As janelas sem transparência

Machado, em “Quincas Borba”, descreve a alcova em que se refugia uma personagem. Serve-se o autor da descrição minuciosa e exuberante para revelar a intimidade e assinalar sua solidão de solteira. Não menciona qualquer abertura – um postigo que fosse – mesmo porque, é sabido, as antigas alcovas não as tinham. Somente a porta, de preferência acessível através do quarto dos pais.
De algum canto da memória, desencavo o contraste com uma cela de convento, vista algures em peregrinações patrimoniais. As paredes absolutamente brancas – caiadas – e vazias: hoje se diriam “clean”. Salvo a cama, apenas um crucifixo sobre a cabeceira. Mas, quase sempre, uma janelinha gradeada vazada na espessa parede de alvenaria de pedra –- a partir da qual, uma portentosa paisagem. Ainda se percebe esse pendor pelos locais “altos e arejados” em antigos conventos e seminários.

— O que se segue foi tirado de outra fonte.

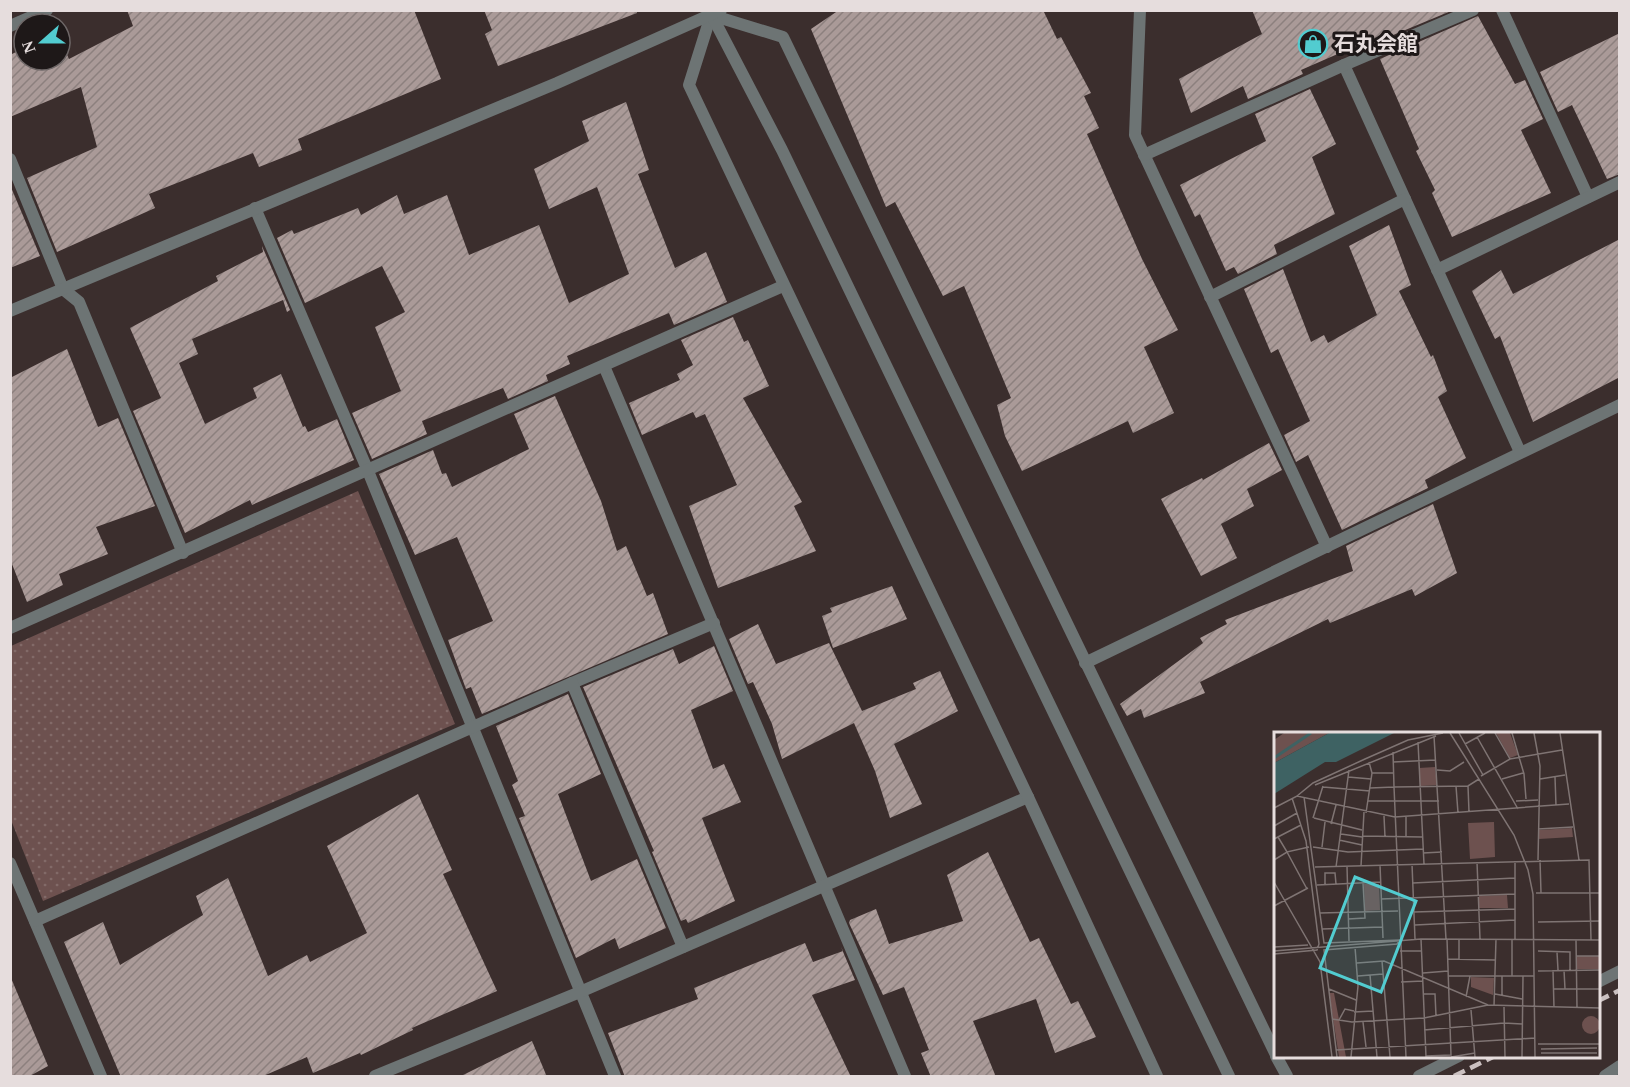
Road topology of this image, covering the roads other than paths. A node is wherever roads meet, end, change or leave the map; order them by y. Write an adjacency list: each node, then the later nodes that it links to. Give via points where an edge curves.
1 (47, 10): 6 (street)
2 (1140, 10): 8 (street, via 1135,135)
3 (1473, 10): 7 (street)
4 (1502, 10): 11 (street)
5 (714, 12): 13 (street, via 557,83); 15 (street, via 689,85); 27 (street, via 783,37); 47 (street)
6 (10, 26)
7 (1344, 65): 8 (street); 12 (street)
8 (1144, 155): 17 (street)
9 (10, 159): 16 (street)
10 (1620, 182): 11 (street)
11 (1588, 197): 14 (street)
12 (1405, 199): 14 (street); 17 (street)
13 (255, 208): 16 (street); 22 (street)
14 (1437, 270): 21 (street)
15 (783, 286): 19 (street); 30 (street)
16 (63, 289): 18 (street); 24 (street, via 79,302)
17 (1210, 297): 23 (street)
18 (10, 311)
19 (604, 366): 22 (street); 25 (street)
20 (1620, 405): 21 (street)
21 (1520, 452): 23 (street)
22 (368, 471): 24 (street); 29 (street)
23 (1327, 547): 27 (street)
24 (183, 553): 26 (street)
25 (714, 623): 28 (street); 32 (street)
26 (10, 628)
27 (1085, 663): 38 (street)
28 (572, 683): 29 (street); 34 (street)
29 (473, 729): 33 (street); 37 (street)
30 (1028, 797): 32 (street); 46 (street)
31 (10, 863): 33 (street)
32 (825, 885): 34 (street); 45 (street)
33 (35, 921): 42 (street)
34 (683, 947): 37 (street)
35 (1620, 971): 36 (street)
36 (1600, 981)
37 (580, 992): 43 (street); 44 (street)
38 (1274, 1051)
39 (1277, 1057): 48 (street)
40 (1457, 1057): 49 (street)
41 (1620, 1066): 50 (street)
42 (101, 1077)
43 (375, 1077)
44 (615, 1077)
45 (905, 1077)
46 (1157, 1077)
47 (1229, 1077)
48 (1287, 1077)
49 (1419, 1077)
50 (1605, 1077)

Bem, o que é “do gosto regala a vida”, dizia a sabedoria açoriana da minha avó — versão menos antipática do “gosto não se discute”. Mas, claustrofobia à parte, mesmo sem janelas e portas, uma parede vazia me parece ascética demais, causadora ou fruto de solidão voluntária ou forçada. Mas, em qualquer dos casos, denotadora de pobreza de vida e imaginação.
Como a “Casa de Vidro” à Lina Bo Bardi é ambiental e climaticamente indefensável, entendo que uma parede não prescinde das janelas sem transparência — mas cheia de evocações românticas, culturais ou outras, ao gosto do freguês. Razão pela qual a ideia de decoração com objetivo de combinar cores de mobiliário com quadros me parece precária: são coisas independentes entre si. Peças de mobiliário respondem ao mesmo critério, devem ser elas mesmas desenhadas com engenho e arte, autônomas em seu conceito e valendo por si mesmas – sem necessidade de apoio cênico. Da mesma forma, uma boa foto ou quadro é uma janela que propicia voos de imaginação, evocações para além do espaço fechado entre paredes opacas.
Boas figuras não competem entre si — cada imagem, se eficiente, contém toda uma gama de referências que a tornam uma peça autossuficiente. Já uma parede vazia é opaca, uma barreira física e mental só aceitável em cela de convento. Onde, presumo, há valores místicos, filosóficos e transcendentais como compensação. Nosso tempo é muito rico na facilidade para obtenção, reprodução e exposição de imagens: fotografias, desenhos, pinturas, cartazes, gravuras, telas. Que permeiam para o interior dos ambientes, cada vez mais reduzidos, tornando-os mais humanos, mais habitáveis e mais cordiais.